The baby books were similarly remade into their opposite; instead of providing a record of progressive development, for us they chronicled, in excruciating detail, our slow realization that Aidan was not gaining basic motor skills and cognitive capacities. At 9 or 10 weeks old, the books told us, Aidan should have been able to roll from his side to his back with some facility. By 3 or 4 months, he should have been grasping for objects. At 5 or 6 months, he should have been able to bear the weight of his head and shoulders on his forearms while lying on his stomach, an important prelude to crawling and standing.

None of these things was happening, though he would occasionally get himself from his side to his back, but never from his back to his side. Once, when he was about 3 months old, while prone on a large flowery pillow next to Maureen's mother on the living room couch, he raised up his head and turned it from side to side. It seemed at the time that it might be a breakthrough, the beginning of the wondrous chain of physical actions that culminate in the full range of boyish activity. But no. He hardly ever repeated the move in quite the same way.

Our ability to gauge his progress, or lack of it, was hampered by the fact that this was our first child. We had never been through, in such an intimate manner, the stages of early childhood development. Without the experience that would have provided certain points of reference, we watched as the days slipped by with virtually no physical or cognitive change, unable to appreciate fully the accumulating signs of profound limitation and not wanting, really, to know just how far behind he was falling. We were too afraid to draw the increasingly evident conclusion that Aidan would be seriously incapacitated.

- - - - - - - - - - - -

Aidan is 9 years old now. He cannot see, stand, walk or speak. Maureen and I have followed him through experiences we could never have imagined when we were just starting out, fresh-faced new parents full of expectation for our firstborn son. We have seen too many emergency rooms and intensive care units and postoperative floors and doctors' offices.

But we, and he, have done more than just survive. We have learned, from his silence and stillness, that good lives take myriad forms, that what appears to be stultifying limitation to some is simply a reordering of the most basic human needs and rhythms.
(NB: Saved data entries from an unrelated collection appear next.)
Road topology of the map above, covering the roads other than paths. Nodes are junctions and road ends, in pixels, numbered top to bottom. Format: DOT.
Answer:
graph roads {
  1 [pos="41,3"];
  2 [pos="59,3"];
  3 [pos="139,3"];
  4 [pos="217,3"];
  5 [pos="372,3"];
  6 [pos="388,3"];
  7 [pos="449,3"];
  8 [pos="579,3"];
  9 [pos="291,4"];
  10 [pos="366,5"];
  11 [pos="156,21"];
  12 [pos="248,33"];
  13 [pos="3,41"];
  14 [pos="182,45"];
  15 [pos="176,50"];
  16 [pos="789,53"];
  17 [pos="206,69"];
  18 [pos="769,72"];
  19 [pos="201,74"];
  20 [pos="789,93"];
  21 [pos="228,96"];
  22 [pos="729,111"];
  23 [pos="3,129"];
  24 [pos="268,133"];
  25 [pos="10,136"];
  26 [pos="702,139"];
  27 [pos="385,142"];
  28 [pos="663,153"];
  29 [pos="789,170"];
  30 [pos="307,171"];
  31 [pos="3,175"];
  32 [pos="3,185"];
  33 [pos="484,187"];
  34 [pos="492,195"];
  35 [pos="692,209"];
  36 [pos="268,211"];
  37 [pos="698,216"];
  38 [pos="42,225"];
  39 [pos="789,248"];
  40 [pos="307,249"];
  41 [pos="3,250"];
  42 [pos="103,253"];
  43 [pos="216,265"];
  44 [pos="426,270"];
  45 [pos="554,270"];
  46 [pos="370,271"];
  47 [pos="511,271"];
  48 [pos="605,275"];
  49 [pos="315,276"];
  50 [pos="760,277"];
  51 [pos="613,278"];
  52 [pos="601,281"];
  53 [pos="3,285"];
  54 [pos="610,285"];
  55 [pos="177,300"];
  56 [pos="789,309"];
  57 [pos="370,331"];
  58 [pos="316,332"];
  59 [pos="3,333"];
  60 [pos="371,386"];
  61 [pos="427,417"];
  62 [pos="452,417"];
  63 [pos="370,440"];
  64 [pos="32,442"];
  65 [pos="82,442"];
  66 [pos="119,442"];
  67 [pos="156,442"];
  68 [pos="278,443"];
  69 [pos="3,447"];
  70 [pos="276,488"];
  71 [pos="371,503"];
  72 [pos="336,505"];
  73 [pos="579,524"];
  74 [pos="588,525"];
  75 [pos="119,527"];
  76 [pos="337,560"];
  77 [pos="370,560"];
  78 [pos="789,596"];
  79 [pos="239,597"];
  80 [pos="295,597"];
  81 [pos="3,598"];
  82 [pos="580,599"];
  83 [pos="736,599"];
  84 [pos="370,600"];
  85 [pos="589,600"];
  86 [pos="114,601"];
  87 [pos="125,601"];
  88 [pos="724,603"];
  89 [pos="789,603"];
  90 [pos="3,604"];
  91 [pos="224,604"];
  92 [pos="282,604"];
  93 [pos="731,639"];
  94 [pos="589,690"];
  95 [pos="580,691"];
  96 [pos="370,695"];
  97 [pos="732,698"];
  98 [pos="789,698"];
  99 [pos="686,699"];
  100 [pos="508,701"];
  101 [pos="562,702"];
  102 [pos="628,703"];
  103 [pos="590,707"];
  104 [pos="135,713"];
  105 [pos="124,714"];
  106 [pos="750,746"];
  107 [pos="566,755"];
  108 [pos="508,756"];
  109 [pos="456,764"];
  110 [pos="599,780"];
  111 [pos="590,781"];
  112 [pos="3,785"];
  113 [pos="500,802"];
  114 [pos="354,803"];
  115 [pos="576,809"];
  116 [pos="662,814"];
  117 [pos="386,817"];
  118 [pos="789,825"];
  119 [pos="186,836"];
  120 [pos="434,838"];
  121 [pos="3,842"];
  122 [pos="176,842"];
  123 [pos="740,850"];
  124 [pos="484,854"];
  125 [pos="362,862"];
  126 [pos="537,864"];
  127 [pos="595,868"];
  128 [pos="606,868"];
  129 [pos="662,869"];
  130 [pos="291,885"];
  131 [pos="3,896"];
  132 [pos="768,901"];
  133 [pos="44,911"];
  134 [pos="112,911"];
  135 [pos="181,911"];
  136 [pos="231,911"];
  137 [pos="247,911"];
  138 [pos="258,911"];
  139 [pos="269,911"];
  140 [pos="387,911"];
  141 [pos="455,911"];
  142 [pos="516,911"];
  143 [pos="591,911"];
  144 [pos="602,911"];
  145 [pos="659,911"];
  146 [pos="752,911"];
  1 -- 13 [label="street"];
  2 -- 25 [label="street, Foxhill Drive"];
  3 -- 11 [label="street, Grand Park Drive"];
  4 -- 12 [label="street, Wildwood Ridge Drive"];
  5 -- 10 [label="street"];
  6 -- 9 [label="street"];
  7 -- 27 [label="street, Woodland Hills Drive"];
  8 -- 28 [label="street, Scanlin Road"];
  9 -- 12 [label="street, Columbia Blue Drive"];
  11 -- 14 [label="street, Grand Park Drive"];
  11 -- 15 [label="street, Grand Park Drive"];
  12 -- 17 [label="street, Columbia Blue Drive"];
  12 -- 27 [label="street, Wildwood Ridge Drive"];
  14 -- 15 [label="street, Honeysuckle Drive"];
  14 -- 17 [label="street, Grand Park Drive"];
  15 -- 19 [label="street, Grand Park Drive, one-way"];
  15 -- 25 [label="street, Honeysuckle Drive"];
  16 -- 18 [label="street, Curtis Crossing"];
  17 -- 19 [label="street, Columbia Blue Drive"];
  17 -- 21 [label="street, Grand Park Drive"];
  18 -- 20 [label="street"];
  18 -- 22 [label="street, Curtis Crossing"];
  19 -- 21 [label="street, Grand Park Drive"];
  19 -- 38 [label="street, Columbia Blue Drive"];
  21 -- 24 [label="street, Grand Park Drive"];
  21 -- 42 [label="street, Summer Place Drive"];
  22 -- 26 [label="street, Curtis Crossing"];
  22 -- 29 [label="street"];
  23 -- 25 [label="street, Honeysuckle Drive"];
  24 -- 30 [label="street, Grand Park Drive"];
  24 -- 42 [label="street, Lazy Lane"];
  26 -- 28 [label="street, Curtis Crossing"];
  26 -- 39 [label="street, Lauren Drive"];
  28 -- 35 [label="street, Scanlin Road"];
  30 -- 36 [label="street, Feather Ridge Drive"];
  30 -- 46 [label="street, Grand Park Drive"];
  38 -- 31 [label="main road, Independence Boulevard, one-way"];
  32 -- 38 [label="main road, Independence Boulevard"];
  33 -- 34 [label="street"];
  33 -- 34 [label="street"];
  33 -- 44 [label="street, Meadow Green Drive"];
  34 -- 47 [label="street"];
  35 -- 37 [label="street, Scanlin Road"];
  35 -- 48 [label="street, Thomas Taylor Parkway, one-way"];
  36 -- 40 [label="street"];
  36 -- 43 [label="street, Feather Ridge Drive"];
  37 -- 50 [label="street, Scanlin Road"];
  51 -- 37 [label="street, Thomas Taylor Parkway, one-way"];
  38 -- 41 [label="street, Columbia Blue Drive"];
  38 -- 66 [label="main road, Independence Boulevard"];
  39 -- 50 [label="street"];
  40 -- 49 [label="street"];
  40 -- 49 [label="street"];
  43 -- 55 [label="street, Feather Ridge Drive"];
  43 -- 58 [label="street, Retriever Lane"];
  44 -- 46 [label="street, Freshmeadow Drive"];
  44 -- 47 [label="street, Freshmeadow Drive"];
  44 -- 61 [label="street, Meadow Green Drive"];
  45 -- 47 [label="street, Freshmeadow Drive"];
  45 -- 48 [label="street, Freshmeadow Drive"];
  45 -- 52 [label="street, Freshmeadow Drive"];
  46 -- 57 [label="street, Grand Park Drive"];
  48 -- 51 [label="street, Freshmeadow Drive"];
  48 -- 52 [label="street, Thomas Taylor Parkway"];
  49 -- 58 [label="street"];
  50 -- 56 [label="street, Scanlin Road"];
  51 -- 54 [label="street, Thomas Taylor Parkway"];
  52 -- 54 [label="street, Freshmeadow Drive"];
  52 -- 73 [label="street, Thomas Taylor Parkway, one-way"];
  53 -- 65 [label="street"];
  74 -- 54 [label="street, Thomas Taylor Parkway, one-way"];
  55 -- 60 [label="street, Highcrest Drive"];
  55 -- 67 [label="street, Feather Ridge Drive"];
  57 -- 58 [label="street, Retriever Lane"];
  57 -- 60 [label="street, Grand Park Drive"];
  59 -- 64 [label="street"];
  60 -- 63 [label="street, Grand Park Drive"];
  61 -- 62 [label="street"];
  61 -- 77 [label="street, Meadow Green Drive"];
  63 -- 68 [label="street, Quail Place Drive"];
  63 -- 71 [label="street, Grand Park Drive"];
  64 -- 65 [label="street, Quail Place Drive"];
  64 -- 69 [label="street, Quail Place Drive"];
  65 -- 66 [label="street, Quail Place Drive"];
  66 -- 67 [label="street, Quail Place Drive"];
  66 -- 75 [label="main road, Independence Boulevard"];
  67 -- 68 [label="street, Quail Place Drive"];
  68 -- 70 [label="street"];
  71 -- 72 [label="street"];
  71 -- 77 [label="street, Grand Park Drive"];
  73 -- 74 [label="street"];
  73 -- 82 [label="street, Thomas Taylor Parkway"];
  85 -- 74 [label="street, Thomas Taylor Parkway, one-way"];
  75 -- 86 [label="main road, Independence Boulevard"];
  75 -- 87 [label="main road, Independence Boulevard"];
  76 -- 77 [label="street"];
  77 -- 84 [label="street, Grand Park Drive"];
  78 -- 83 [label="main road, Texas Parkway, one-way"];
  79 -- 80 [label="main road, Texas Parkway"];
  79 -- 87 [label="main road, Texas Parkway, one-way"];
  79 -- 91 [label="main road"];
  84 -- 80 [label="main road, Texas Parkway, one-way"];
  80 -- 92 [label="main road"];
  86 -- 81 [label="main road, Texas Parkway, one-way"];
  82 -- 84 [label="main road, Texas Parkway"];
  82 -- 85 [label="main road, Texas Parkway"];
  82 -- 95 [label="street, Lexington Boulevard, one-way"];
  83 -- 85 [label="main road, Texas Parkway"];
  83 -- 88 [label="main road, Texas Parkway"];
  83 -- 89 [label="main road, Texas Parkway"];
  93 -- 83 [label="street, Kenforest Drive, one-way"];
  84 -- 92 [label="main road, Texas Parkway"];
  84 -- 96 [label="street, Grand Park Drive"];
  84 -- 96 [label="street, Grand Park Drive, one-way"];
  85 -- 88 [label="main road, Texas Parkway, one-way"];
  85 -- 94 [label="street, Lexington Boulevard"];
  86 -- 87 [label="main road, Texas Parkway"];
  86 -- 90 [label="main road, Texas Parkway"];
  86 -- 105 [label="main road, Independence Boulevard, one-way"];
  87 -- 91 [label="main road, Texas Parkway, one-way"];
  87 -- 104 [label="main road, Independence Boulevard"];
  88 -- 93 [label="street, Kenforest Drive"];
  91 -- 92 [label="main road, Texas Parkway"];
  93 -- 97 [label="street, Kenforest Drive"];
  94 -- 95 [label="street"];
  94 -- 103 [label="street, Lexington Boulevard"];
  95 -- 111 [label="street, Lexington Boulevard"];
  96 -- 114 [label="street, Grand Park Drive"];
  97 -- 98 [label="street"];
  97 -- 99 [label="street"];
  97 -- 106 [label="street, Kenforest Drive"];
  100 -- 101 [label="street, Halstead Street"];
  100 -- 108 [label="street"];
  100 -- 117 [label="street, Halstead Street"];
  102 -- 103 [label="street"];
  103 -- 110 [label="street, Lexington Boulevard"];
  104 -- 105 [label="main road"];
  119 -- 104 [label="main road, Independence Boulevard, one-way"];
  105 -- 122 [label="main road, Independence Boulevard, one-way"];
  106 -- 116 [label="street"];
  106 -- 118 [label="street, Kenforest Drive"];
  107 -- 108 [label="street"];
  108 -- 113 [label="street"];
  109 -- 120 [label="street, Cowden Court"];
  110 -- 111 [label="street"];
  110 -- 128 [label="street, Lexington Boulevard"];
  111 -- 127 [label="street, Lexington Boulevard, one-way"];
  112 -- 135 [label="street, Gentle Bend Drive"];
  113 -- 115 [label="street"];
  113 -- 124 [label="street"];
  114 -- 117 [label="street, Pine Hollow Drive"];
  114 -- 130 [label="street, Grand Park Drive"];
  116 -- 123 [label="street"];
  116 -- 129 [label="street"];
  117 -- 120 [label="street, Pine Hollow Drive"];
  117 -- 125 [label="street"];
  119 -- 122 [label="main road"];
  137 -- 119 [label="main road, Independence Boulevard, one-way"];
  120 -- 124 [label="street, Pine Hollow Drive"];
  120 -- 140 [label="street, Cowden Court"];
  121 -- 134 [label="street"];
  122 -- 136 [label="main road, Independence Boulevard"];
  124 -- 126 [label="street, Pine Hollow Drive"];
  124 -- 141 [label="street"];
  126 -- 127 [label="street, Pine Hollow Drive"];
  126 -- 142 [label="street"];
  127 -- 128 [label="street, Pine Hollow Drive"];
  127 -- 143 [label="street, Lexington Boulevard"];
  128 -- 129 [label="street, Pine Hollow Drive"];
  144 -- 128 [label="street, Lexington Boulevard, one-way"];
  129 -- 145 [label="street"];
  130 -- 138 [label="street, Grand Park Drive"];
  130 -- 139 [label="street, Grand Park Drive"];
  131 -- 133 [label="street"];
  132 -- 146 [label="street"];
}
He sleeps, wakes up, takes nourishment, has friends, is loved and can love in return. His severe disability has transformed our worldview in ways that call to mind a passage from fourth century B.C. Chinese philosopher Chuang-tzu, for whom the concept of the "Way" encompassed the complex unity of nature:

"The blade of grass and the pillar, the leper and the ravishing beauty, the sniveling, the disingenuous, the strange -- in the Way they all move as one and the same."